Overview of the Devolution deals

The first ‘devolution deal’ was announced by the Government and the Greater Manchester Combined Authority in November 2014. In advance of the 2015 general election, further deals followed with Sheffield (December 2014) and West Yorkshire (March 2015).

As of March 2016, devolution deals with twelve areas have been agreed.

  • Greater Manchester
  • Sheffield City Region
  • West Yorkshire
  • Cornwall
  • North-East
  • Tees Valley
  • West Midlands
  • Liverpool City Region
  • Cambridgeshire
  • Norfolk / Suffolk
  • West of England
  • Greater Lincolnshire

Discussions have also taken place on further devolution to Greater London. Table 1 in the PDF sets out the details of the devolution deals agreed as of March 2016, including links where available. Details of the local authorities involved in each devolution deal area can be found in Appendix 2 of the PDF.

Deals under negotiation

  • Derbyshire and Nottinghamshire agreed in draft as the ’North Midlands’ in January 2016, but subsequently a number of district councils have pulled out
  • Hampshire / Isle of Wight a bid was submitted from all councils in the area in September 2015. The Government approached authorities in urban South Hampshire in March 2016. Latest indications are that a deal is progressing between Portsmouth, Southampton and the Isle of Wight only

 

Bids

  • Bids from Gloucestershire, Cheshire and Warrington, and Cumbria have been reported as foundering on the areas’ opposition to a directly-elected mayor
  • Devolution bids, or expressions of interest / prospectuses, have also been published in Leicestershire; North and East Yorkshire; Surrey and Sussex; Greater Essex; and Devon / Somerset.

 

Devolution deals and Brexit

At the time of writing, no hard information is available about the likely effect on the local devolution agenda of leaving the European Union.

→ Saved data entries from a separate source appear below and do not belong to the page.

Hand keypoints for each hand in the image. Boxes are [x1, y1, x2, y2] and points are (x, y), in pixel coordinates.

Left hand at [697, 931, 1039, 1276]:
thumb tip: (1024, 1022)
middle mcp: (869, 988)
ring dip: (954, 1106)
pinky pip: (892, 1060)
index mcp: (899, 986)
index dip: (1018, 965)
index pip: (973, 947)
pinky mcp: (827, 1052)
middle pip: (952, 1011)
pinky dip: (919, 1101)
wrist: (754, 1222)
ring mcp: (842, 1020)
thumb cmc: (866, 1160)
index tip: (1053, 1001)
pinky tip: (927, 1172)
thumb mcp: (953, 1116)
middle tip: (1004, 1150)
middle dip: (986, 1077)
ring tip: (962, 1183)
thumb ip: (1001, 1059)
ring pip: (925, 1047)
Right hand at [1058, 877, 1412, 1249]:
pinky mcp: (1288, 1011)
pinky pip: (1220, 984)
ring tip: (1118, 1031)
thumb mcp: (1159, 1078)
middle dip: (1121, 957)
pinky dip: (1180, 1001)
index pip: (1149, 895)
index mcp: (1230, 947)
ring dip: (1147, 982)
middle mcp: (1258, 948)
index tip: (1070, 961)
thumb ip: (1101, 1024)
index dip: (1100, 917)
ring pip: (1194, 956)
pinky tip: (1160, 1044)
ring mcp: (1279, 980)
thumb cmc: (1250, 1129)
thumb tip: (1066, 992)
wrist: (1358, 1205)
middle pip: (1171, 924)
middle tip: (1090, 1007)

The main subjects of speculation

George Osborne, as Chancellor, was closely associated personally with the agenda. It is not clear whether the new Chancellor, Philip Hammond, will maintain support for the agenda within Government. Lord (Jim) O’Neill of Gatley has indicated that he would leave the Government if he perceived that the agenda was no longer being treated seriously.

Conversely, Greg Clark, the previous Secretary of State for communities and local government, claimed that he had “argued successfully … for English local government to be part of the negotiations on the terms of our exit”.

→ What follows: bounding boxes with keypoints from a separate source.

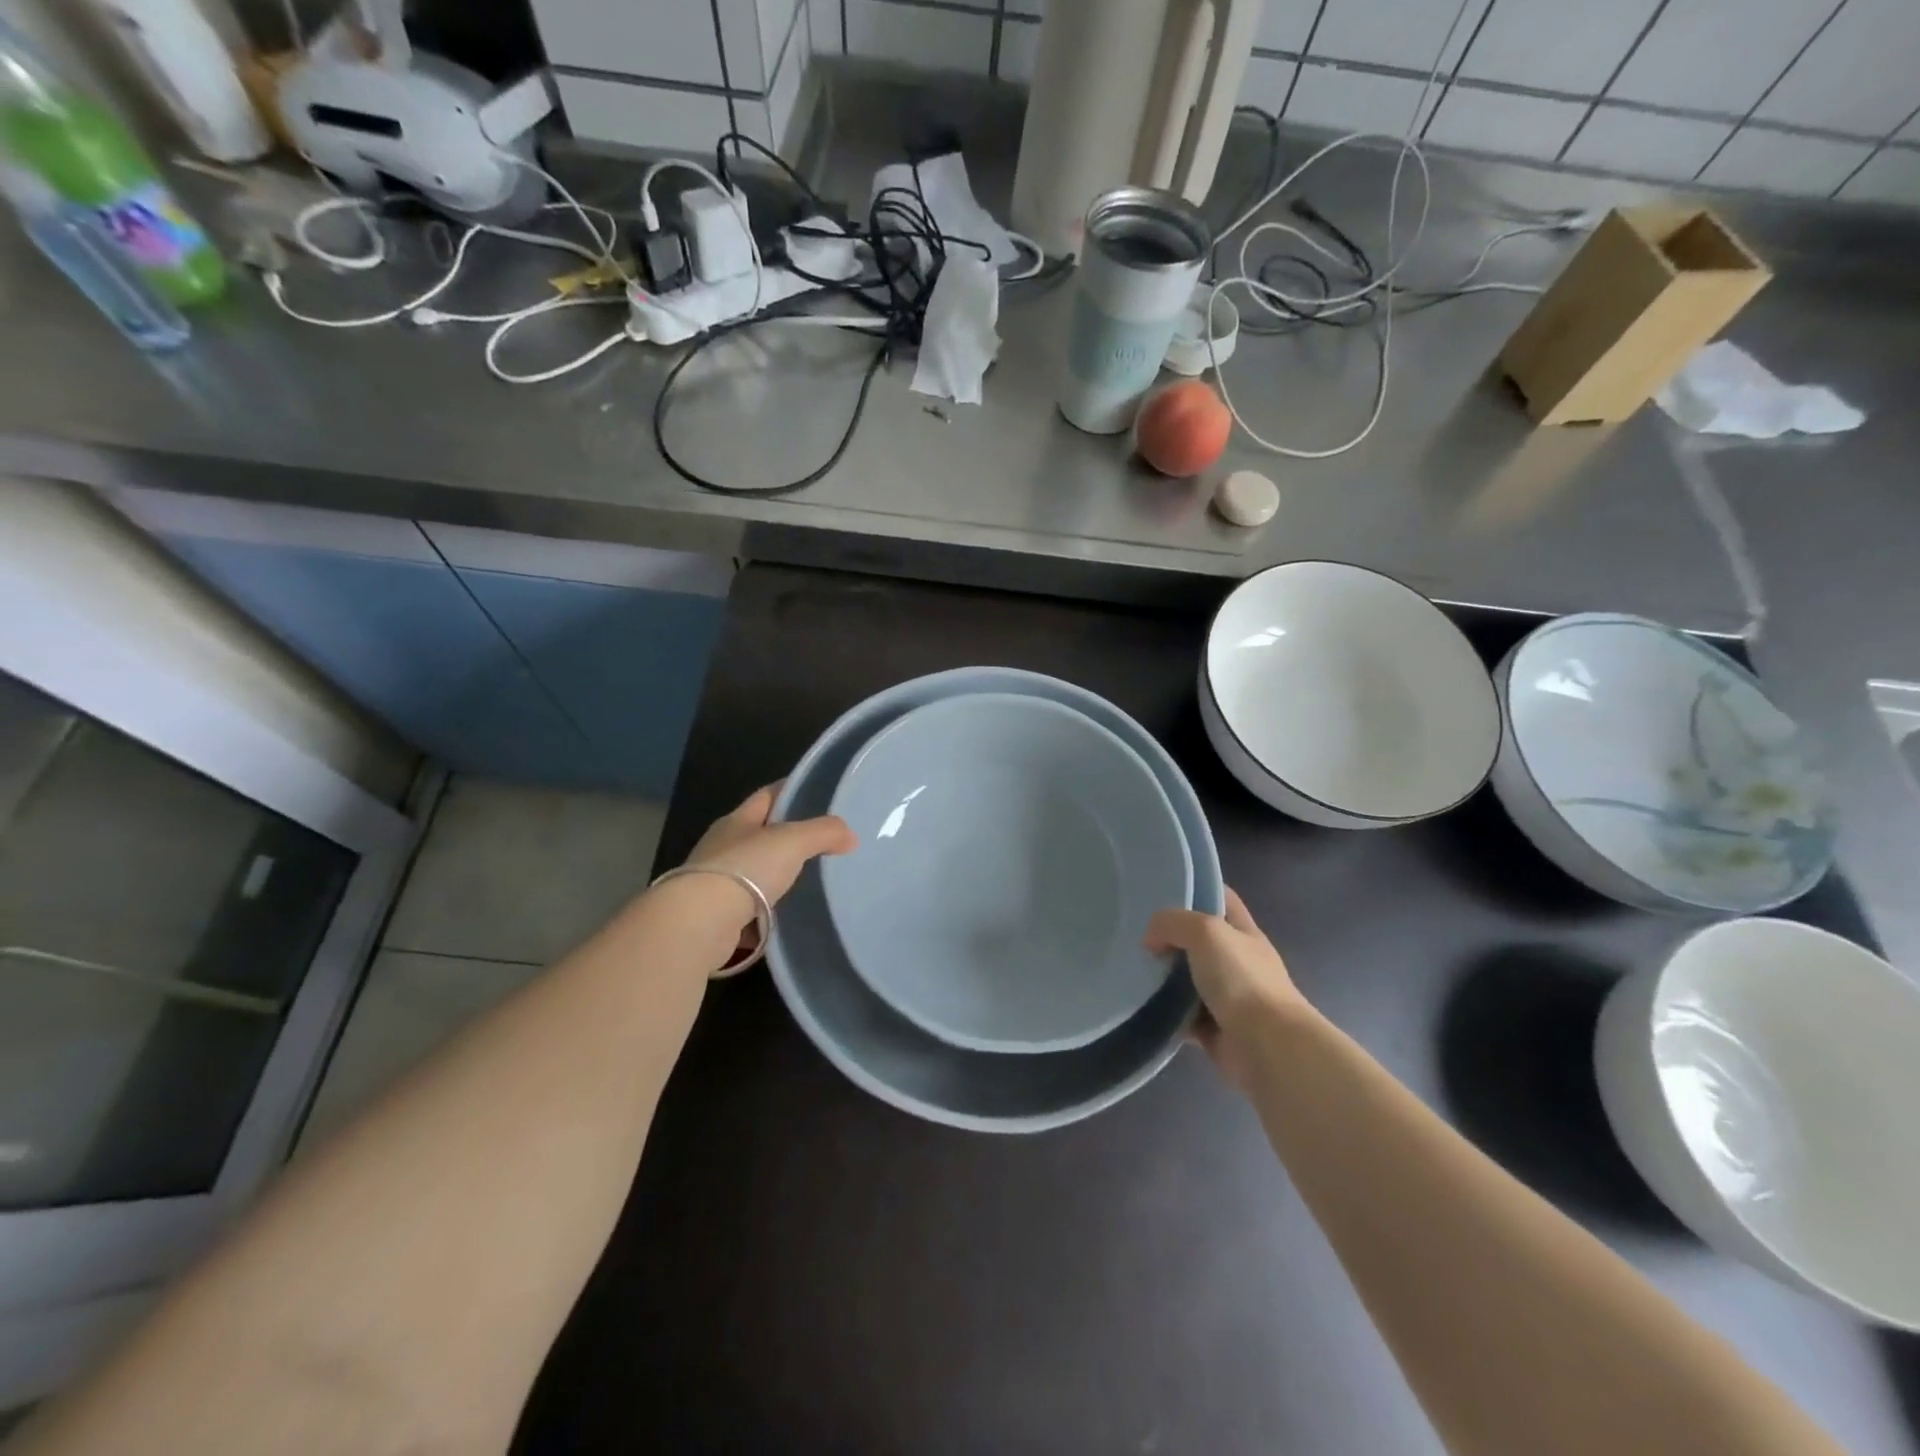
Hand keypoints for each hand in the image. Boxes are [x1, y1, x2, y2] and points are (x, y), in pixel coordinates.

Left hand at [671, 784, 857, 950]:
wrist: (701, 923)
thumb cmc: (746, 869)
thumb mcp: (792, 841)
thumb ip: (823, 832)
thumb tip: (850, 836)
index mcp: (736, 821)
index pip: (766, 796)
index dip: (790, 790)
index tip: (816, 793)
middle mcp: (722, 847)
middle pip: (759, 834)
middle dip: (786, 836)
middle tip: (821, 841)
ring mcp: (716, 883)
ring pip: (754, 872)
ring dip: (775, 874)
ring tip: (809, 879)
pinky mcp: (717, 916)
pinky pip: (750, 907)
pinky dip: (767, 909)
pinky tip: (787, 914)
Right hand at [1145, 889, 1312, 1091]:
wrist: (1267, 1047)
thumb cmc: (1242, 980)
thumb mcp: (1206, 932)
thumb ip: (1173, 923)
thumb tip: (1151, 940)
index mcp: (1243, 932)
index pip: (1220, 898)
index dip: (1196, 888)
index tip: (1161, 886)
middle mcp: (1237, 961)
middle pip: (1198, 939)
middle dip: (1169, 935)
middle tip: (1134, 930)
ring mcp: (1227, 997)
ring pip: (1187, 978)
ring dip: (1163, 976)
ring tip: (1129, 966)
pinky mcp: (1214, 1029)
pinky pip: (1182, 1015)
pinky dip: (1164, 1012)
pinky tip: (1140, 1004)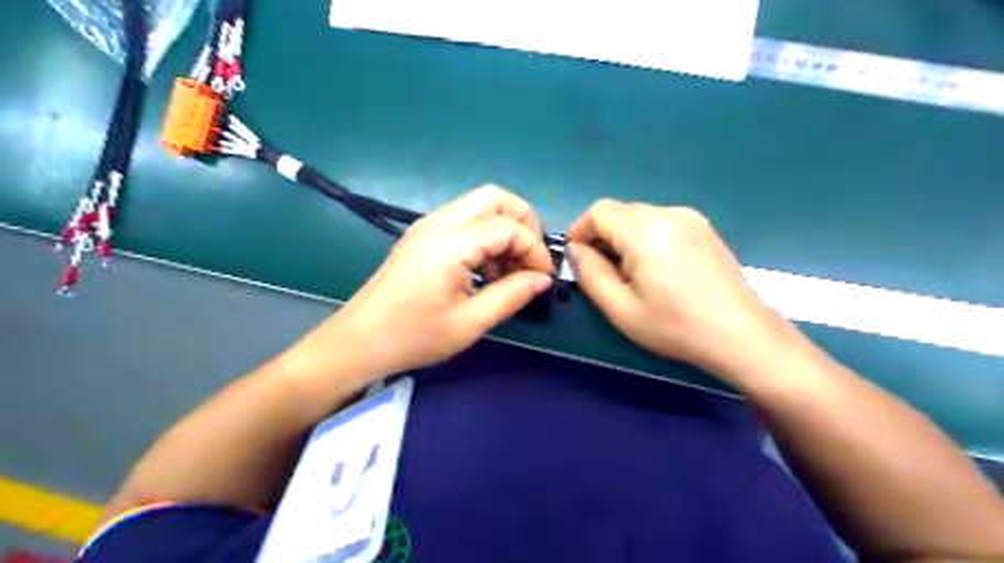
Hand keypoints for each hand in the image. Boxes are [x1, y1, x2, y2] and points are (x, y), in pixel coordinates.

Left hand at [307, 188, 556, 380]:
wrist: (358, 341)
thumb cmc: (414, 336)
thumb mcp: (470, 322)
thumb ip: (512, 295)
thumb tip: (542, 280)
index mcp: (451, 242)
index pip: (509, 227)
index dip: (535, 250)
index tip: (544, 279)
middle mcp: (439, 222)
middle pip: (495, 198)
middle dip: (523, 223)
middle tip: (530, 259)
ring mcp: (427, 225)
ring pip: (479, 205)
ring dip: (503, 229)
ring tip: (509, 270)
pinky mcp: (421, 235)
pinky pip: (464, 220)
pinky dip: (485, 236)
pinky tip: (486, 270)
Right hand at [569, 200, 796, 380]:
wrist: (740, 334)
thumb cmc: (674, 326)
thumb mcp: (619, 308)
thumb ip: (589, 273)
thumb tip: (576, 249)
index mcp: (645, 230)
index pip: (598, 212)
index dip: (580, 231)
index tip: (578, 258)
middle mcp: (667, 213)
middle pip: (619, 211)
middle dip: (601, 235)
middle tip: (602, 270)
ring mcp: (689, 217)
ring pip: (640, 215)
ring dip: (623, 236)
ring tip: (631, 272)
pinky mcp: (703, 227)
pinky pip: (661, 221)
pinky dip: (646, 237)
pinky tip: (657, 267)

A number of sector representatives, as well as Mr Clark, have argued for a “radically expanded role for local government” in the wake of leaving the EU.

European Union structural funds have formed a major element of many devolution deals. It is not yet clear if and when structural funds will cease to be paid to UK localities. A number of sector representatives have argued that, if the funds are withdrawn, Government should make good the deficit for the 2014-20 programming period.

Greater Manchester: as of 2016

The Greater Manchester Agreement set out proposed new powers for the Greater Manchester Combined Authority (GMCA). A directly-elected mayor will be established for the whole Greater Manchester area.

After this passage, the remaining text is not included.